*** INFORMATION PROVIDED ***

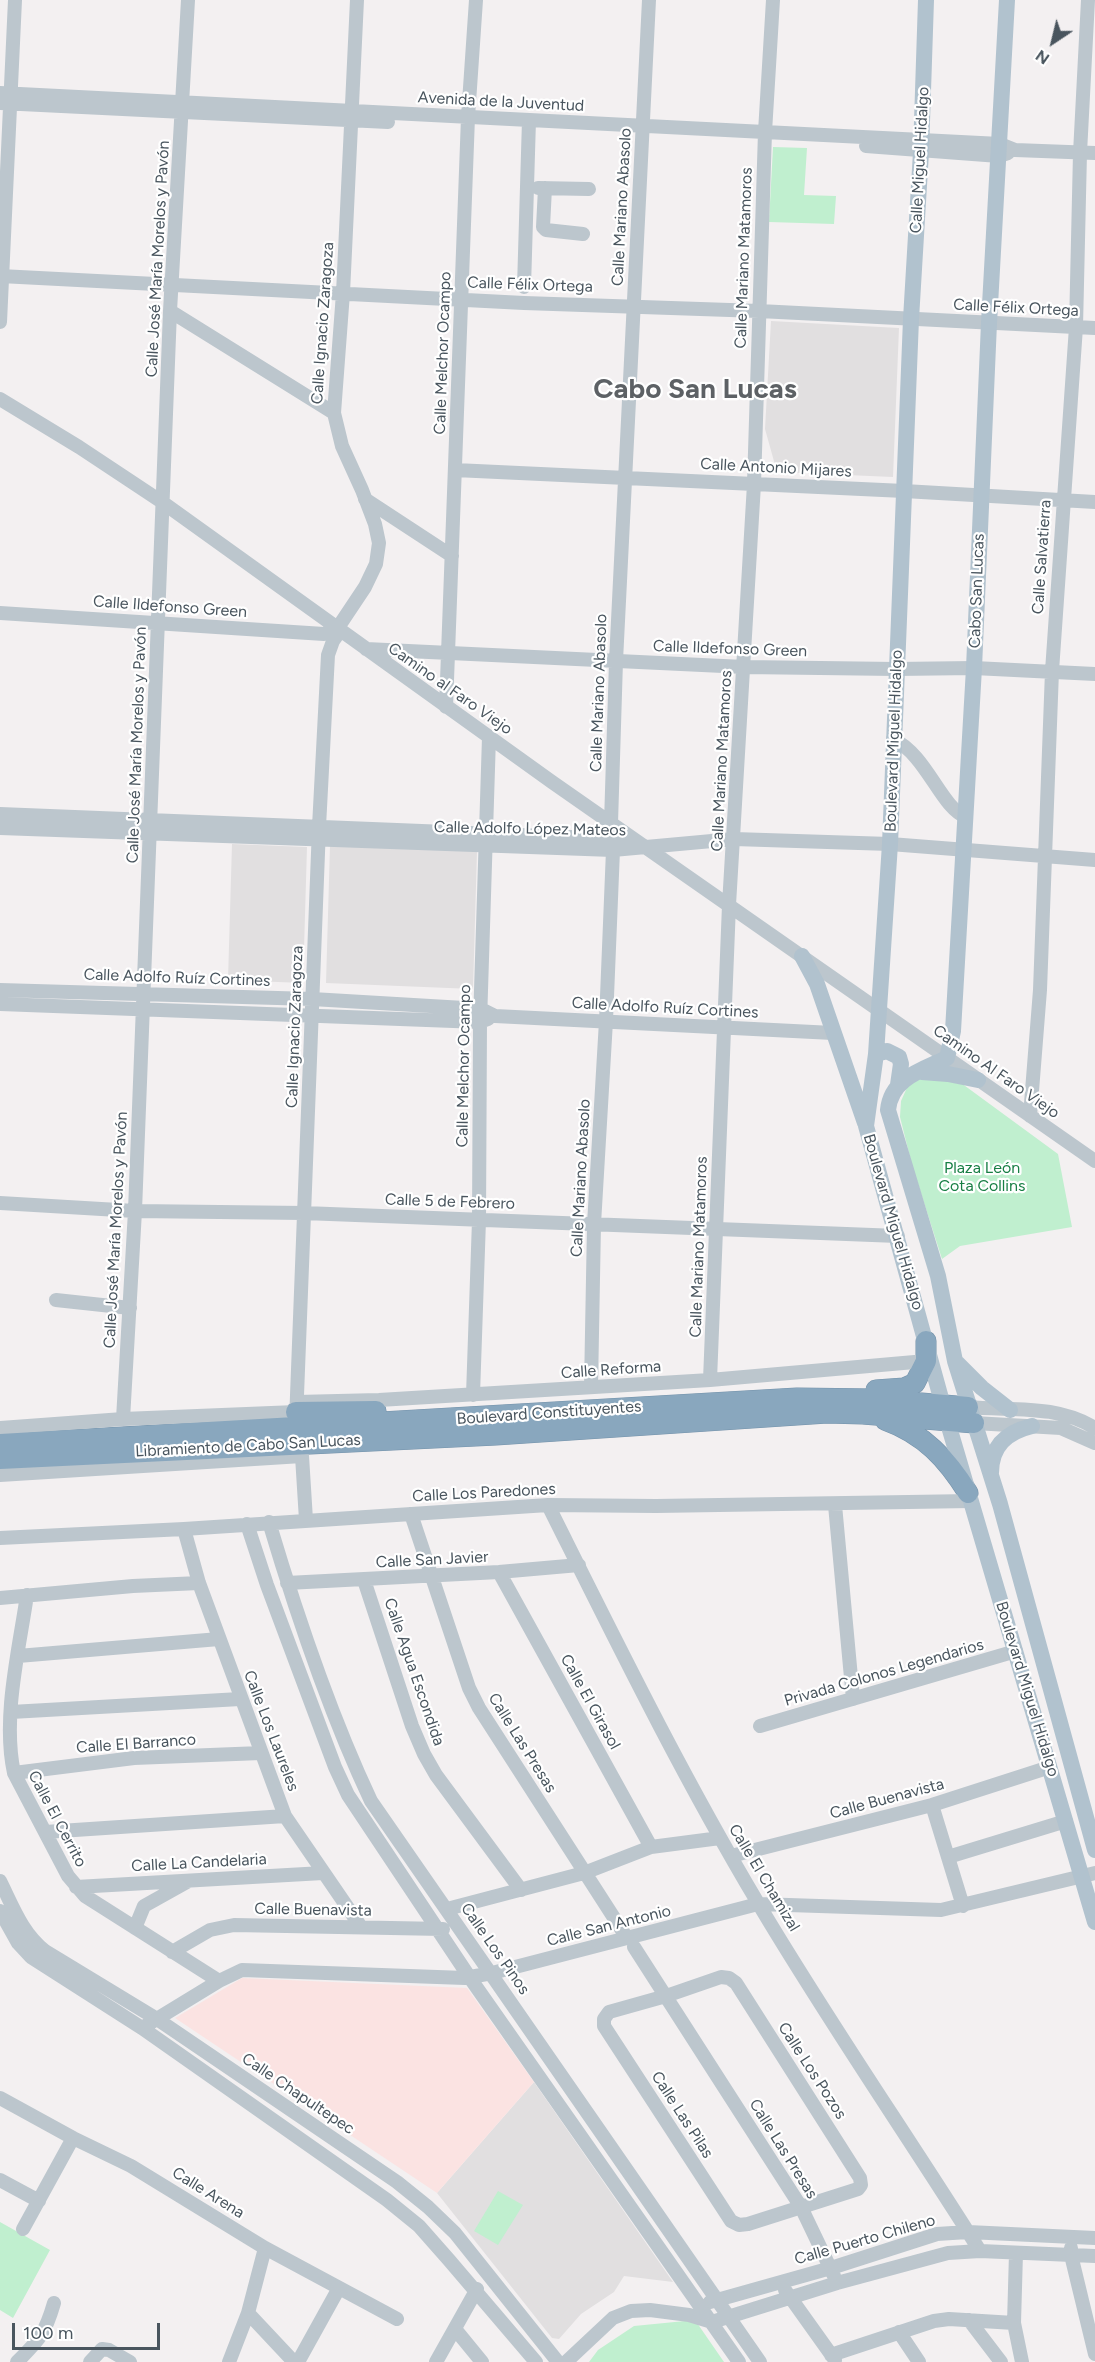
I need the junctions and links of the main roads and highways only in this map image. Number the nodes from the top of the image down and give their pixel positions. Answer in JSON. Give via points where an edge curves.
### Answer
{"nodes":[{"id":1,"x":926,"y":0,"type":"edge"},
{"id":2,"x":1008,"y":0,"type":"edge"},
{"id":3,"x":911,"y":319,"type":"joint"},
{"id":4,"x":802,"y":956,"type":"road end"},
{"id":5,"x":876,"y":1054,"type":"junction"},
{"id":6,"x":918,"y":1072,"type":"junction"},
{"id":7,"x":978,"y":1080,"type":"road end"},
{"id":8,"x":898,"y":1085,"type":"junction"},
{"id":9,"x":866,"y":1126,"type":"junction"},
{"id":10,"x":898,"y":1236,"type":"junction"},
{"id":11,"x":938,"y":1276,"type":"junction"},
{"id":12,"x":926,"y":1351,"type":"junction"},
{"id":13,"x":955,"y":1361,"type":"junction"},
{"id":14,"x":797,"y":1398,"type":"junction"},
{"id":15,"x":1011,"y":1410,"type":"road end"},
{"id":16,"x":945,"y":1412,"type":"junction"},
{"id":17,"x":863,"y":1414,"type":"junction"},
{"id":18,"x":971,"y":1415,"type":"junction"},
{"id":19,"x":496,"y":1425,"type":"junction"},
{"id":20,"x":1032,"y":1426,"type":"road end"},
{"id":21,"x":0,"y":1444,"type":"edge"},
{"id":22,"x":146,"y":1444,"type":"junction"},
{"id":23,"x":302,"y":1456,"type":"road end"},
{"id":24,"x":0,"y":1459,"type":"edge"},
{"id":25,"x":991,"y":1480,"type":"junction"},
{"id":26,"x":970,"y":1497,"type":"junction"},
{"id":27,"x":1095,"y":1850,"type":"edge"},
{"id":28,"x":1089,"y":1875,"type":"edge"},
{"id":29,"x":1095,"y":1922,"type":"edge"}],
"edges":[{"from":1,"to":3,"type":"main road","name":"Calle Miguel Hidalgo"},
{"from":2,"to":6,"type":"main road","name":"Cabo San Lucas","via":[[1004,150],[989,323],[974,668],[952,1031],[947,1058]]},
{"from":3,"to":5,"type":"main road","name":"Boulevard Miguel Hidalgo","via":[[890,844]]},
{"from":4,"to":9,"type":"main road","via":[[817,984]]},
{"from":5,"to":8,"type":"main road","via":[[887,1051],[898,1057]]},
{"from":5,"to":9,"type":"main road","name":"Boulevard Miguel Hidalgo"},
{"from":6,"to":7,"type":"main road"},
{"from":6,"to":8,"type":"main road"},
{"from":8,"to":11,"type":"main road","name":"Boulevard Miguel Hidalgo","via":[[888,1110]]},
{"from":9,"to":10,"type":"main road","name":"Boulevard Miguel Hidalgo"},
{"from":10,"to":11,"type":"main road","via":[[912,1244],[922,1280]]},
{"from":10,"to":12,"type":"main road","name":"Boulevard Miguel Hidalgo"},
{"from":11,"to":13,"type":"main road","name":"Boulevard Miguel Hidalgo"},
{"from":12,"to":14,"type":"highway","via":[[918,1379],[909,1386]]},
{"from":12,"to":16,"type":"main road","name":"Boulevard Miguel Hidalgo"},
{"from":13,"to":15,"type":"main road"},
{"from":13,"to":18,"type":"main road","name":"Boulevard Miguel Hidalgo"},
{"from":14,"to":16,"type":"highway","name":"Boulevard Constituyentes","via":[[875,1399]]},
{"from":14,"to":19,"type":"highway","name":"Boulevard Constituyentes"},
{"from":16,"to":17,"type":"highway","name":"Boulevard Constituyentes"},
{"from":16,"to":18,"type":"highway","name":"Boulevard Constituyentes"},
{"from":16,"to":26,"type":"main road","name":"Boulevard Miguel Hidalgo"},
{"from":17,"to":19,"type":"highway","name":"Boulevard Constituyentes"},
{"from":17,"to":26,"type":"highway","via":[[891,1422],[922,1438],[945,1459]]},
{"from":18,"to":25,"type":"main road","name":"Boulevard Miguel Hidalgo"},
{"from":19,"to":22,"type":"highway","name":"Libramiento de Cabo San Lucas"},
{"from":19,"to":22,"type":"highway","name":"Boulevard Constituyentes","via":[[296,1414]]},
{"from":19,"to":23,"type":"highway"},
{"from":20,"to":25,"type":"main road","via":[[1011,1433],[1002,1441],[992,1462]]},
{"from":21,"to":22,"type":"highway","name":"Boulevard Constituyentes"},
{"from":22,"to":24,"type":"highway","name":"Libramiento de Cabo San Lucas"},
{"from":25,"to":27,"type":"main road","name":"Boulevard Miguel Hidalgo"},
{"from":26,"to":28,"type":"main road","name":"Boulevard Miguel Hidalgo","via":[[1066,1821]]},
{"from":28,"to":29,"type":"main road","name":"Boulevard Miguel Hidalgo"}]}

*** End of INFORMATION PROVIDED ***

**INSTRUCTIONS TO FOLLOW**: In the records above, locate each line with the word "Answer". Copy all such lines.

**RESPONSE BELOW**:
I need the junctions and links of the main roads and highways only in this map image. Number the nodes from the top of the image down and give their pixel positions. Answer in JSON. Give via points where an edge curves.
### Answer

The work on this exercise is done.